**Your objective**
Write out every line from the listing below where the string "nodes" is found.

++++ Records provided

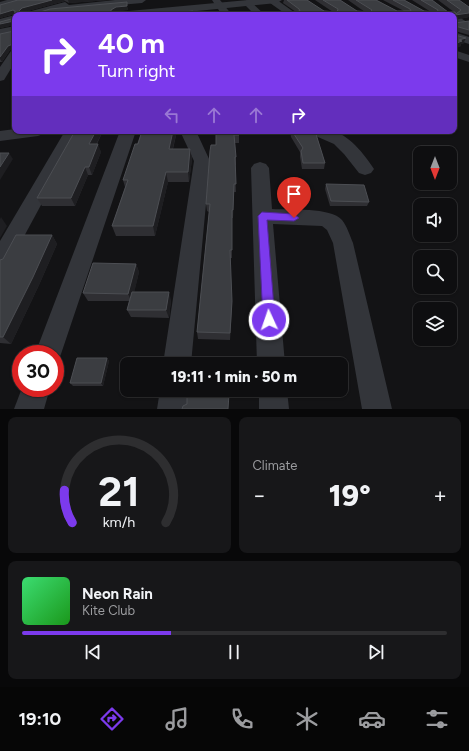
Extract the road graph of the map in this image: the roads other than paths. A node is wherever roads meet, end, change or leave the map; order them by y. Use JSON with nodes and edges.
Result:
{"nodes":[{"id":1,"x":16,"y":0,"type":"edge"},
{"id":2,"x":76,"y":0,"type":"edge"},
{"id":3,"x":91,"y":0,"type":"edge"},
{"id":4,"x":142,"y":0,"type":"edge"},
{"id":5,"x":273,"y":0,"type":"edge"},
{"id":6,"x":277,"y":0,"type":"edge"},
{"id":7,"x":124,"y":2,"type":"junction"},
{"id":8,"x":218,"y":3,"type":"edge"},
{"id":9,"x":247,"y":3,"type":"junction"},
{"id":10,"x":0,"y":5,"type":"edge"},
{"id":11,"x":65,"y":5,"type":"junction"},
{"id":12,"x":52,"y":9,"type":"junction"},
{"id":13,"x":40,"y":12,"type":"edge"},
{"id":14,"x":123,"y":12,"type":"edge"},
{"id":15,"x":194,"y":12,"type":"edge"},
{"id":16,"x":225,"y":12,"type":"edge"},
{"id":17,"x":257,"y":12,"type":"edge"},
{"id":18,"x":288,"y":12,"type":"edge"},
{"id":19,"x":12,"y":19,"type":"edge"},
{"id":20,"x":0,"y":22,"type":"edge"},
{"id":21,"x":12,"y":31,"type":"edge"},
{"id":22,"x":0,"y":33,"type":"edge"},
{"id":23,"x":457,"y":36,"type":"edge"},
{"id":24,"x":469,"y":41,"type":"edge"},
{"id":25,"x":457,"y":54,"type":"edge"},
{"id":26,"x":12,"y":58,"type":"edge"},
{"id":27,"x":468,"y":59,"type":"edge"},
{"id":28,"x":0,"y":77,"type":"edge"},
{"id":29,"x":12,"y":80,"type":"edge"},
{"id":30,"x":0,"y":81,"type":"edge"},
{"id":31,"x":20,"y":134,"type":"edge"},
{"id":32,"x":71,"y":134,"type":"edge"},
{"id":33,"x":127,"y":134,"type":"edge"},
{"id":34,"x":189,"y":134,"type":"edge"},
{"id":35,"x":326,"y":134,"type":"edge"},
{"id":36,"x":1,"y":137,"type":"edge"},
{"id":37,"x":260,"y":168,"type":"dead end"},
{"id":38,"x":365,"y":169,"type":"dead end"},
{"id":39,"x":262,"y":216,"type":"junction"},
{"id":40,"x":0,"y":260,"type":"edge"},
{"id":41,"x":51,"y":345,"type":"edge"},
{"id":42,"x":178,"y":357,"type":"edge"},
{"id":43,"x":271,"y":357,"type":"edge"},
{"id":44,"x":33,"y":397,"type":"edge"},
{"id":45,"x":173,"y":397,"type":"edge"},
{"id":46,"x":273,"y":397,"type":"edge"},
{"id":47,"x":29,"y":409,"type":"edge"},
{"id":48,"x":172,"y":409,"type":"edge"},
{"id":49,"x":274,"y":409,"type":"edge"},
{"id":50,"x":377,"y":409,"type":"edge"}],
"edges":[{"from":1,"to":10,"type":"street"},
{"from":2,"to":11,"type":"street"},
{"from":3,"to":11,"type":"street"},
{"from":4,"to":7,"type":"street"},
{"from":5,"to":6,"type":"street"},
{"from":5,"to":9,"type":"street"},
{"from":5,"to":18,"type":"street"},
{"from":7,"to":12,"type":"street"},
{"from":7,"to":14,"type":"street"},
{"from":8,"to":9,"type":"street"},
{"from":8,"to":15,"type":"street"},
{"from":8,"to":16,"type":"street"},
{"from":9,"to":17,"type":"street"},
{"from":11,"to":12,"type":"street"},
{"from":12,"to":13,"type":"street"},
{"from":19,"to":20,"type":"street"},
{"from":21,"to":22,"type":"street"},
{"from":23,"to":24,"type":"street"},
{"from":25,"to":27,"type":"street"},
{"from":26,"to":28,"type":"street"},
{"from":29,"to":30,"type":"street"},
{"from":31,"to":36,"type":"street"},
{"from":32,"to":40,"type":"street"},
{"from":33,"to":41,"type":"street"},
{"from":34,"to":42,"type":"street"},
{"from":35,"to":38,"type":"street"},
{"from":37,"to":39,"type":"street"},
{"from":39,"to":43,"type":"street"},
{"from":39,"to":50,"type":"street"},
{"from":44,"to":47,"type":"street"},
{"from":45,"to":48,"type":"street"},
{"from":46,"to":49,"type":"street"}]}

++++++++

**Output for this task**
Extract the road graph of the map in this image: the roads other than paths. A node is wherever roads meet, end, change or leave the map; order them by y. Use JSON with nodes and edges.
{"nodes":[{"id":1,"x":16,"y":0,"type":"edge"},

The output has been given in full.